Filter the records below for the word "dead". Copy each line that holds it.

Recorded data
<<<<

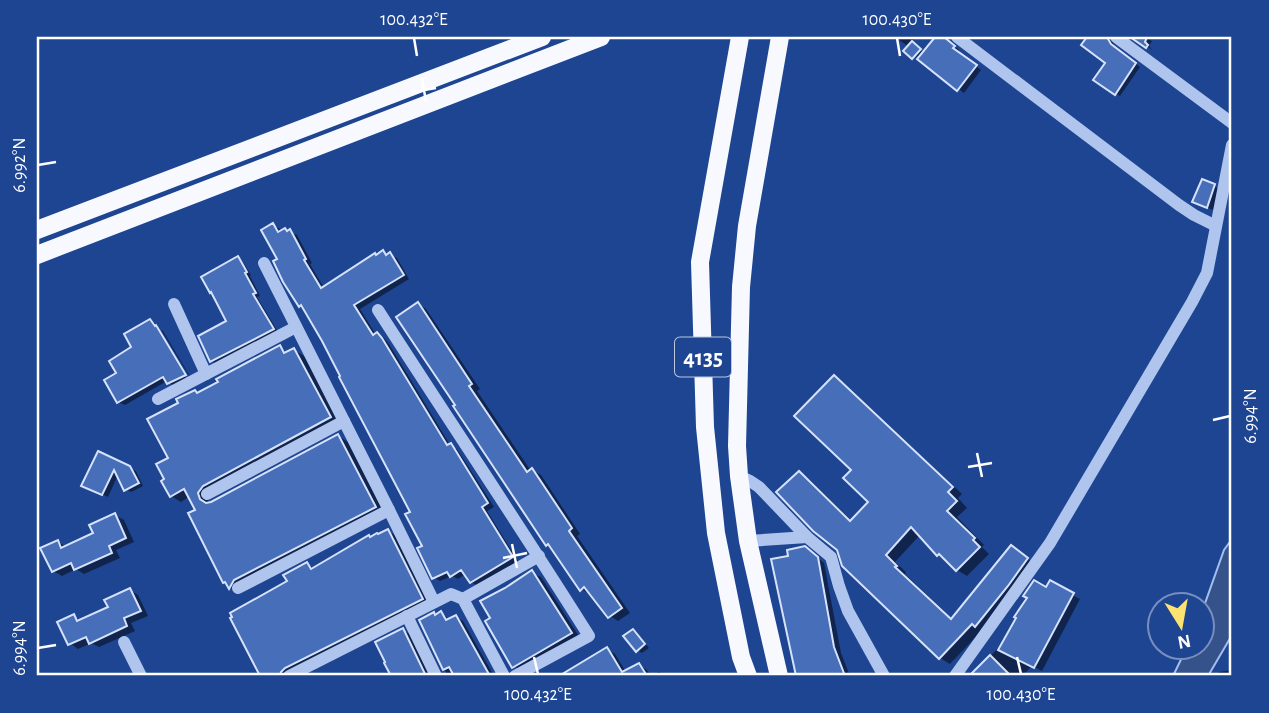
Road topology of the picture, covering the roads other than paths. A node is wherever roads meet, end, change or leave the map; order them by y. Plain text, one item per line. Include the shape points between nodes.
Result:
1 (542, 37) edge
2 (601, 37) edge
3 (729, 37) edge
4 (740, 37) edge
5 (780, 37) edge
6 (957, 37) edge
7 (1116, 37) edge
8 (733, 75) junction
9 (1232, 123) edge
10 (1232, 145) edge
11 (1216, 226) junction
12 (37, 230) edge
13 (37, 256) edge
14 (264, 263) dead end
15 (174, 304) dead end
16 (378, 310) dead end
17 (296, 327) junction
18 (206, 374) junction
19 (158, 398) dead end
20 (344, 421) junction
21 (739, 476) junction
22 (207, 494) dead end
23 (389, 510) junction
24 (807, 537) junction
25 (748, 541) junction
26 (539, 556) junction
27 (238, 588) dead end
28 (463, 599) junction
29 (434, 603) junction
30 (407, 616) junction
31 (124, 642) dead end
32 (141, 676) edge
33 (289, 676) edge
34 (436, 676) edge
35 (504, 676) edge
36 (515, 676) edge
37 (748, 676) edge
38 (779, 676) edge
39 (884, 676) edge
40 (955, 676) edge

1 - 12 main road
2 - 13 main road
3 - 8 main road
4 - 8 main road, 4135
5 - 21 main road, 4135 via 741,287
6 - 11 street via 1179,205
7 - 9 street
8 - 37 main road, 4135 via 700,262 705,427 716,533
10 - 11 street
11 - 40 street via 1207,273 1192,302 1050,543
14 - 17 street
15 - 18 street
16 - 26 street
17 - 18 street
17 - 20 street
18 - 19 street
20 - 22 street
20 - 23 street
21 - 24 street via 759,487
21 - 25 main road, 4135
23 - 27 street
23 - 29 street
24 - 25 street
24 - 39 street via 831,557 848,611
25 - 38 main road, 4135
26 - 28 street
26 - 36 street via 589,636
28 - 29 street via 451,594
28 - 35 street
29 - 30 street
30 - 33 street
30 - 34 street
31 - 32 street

>>>>

_ANSWER SPACE_
14 (264, 263) dead end
15 (174, 304) dead end
16 (378, 310) dead end
19 (158, 398) dead end
22 (207, 494) dead end
27 (238, 588) dead end
31 (124, 642) dead end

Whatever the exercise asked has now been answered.